Differences in acute kidney injury ascertainment for clinical and preclinical studies.

Abstract

Acute kidney injury (AKI) is a common clinical condition directly associated with adverse outcomes. Several AKI biomarkers have been discovered, but their use in clinical and preclinical studies has not been well examined. This study aims to investigate the differences between clinical and preclinical studies on AKI biomarkers. We performed a systematic review of clinical and preclinical interventional studies that considered AKI biomarkers in enrollment criteria and/or outcome assessment and described the main differences according to their setting, the inclusion of biomarkers in the definition of AKI and the use of biomarkers as primary or secondary end points.
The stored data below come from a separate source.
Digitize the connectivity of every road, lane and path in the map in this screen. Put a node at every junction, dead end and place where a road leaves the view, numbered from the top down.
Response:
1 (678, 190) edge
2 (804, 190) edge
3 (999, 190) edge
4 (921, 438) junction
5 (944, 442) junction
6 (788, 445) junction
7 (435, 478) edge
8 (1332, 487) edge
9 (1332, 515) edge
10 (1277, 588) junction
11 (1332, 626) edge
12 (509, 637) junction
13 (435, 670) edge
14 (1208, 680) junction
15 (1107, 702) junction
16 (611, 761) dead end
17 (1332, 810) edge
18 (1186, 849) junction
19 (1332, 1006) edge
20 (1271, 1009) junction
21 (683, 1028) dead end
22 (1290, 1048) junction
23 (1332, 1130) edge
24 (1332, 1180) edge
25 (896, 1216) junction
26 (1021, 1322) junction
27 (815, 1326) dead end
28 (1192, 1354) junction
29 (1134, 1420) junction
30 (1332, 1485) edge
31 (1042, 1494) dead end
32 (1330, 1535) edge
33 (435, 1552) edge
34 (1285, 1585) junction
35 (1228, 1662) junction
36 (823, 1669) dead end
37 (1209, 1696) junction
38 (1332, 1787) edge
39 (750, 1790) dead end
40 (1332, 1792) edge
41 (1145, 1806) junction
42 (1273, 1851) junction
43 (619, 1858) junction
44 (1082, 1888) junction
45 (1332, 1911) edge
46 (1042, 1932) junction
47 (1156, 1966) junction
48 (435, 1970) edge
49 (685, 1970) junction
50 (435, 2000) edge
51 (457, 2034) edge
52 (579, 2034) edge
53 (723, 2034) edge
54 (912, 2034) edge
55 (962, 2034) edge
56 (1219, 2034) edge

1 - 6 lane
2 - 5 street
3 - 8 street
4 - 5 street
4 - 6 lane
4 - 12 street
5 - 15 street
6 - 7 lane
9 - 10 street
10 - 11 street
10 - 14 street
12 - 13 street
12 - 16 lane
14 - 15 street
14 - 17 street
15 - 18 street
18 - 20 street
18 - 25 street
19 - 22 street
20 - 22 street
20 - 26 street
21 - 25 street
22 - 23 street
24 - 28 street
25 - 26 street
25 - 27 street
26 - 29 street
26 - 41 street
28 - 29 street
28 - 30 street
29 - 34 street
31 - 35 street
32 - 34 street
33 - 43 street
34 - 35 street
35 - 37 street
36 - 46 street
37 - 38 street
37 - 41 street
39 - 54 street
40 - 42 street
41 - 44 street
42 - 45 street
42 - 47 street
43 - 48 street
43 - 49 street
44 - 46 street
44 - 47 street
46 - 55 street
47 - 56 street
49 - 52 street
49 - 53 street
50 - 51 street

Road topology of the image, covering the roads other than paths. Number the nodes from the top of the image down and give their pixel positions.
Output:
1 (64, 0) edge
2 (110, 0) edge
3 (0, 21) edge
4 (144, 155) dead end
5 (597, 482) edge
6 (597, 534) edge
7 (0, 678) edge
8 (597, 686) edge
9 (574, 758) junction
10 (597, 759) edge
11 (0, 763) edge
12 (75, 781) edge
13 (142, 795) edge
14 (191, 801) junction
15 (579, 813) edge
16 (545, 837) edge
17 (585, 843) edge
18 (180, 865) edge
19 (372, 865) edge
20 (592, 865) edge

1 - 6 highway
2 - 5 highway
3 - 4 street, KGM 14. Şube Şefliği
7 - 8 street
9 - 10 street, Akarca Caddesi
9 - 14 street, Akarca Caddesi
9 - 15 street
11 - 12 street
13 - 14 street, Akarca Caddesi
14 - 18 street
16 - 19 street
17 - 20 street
In the 151 included studies (76 clinical, 75 preclinical), clinical studies have prevalently focused on cardiac surgery (38.1%) and contrast-associated AKI (17.1%), while the majority of preclinical studies have focused on ether ischemia-reperfusion injury or drug-induced AKI (42.6% each). A total of 57.8% of clinical studies defined AKI using the standard criteria and only 19.7% of these studies used AKI biomarkers in the definition of renal injury. Conversely, the majority of preclinical studies defined AKI according to the increase in serum creatinine and blood urea nitrogen, and 32% included biomarkers in that definition. The percentage of both clinical and preclinical studies with biomarkers as a primary end point has not significantly increased in the last 10 years; however, preclinical studies are more likely to use AKI biomarkers as a primary end point compared with clinical studies [odds ratio 2.31 (95% confidence interval 1.17-4.59); P = 0.016]. Differences between clinical and preclinical studies are evident and may affect the translation of preclinical findings in the clinical setting.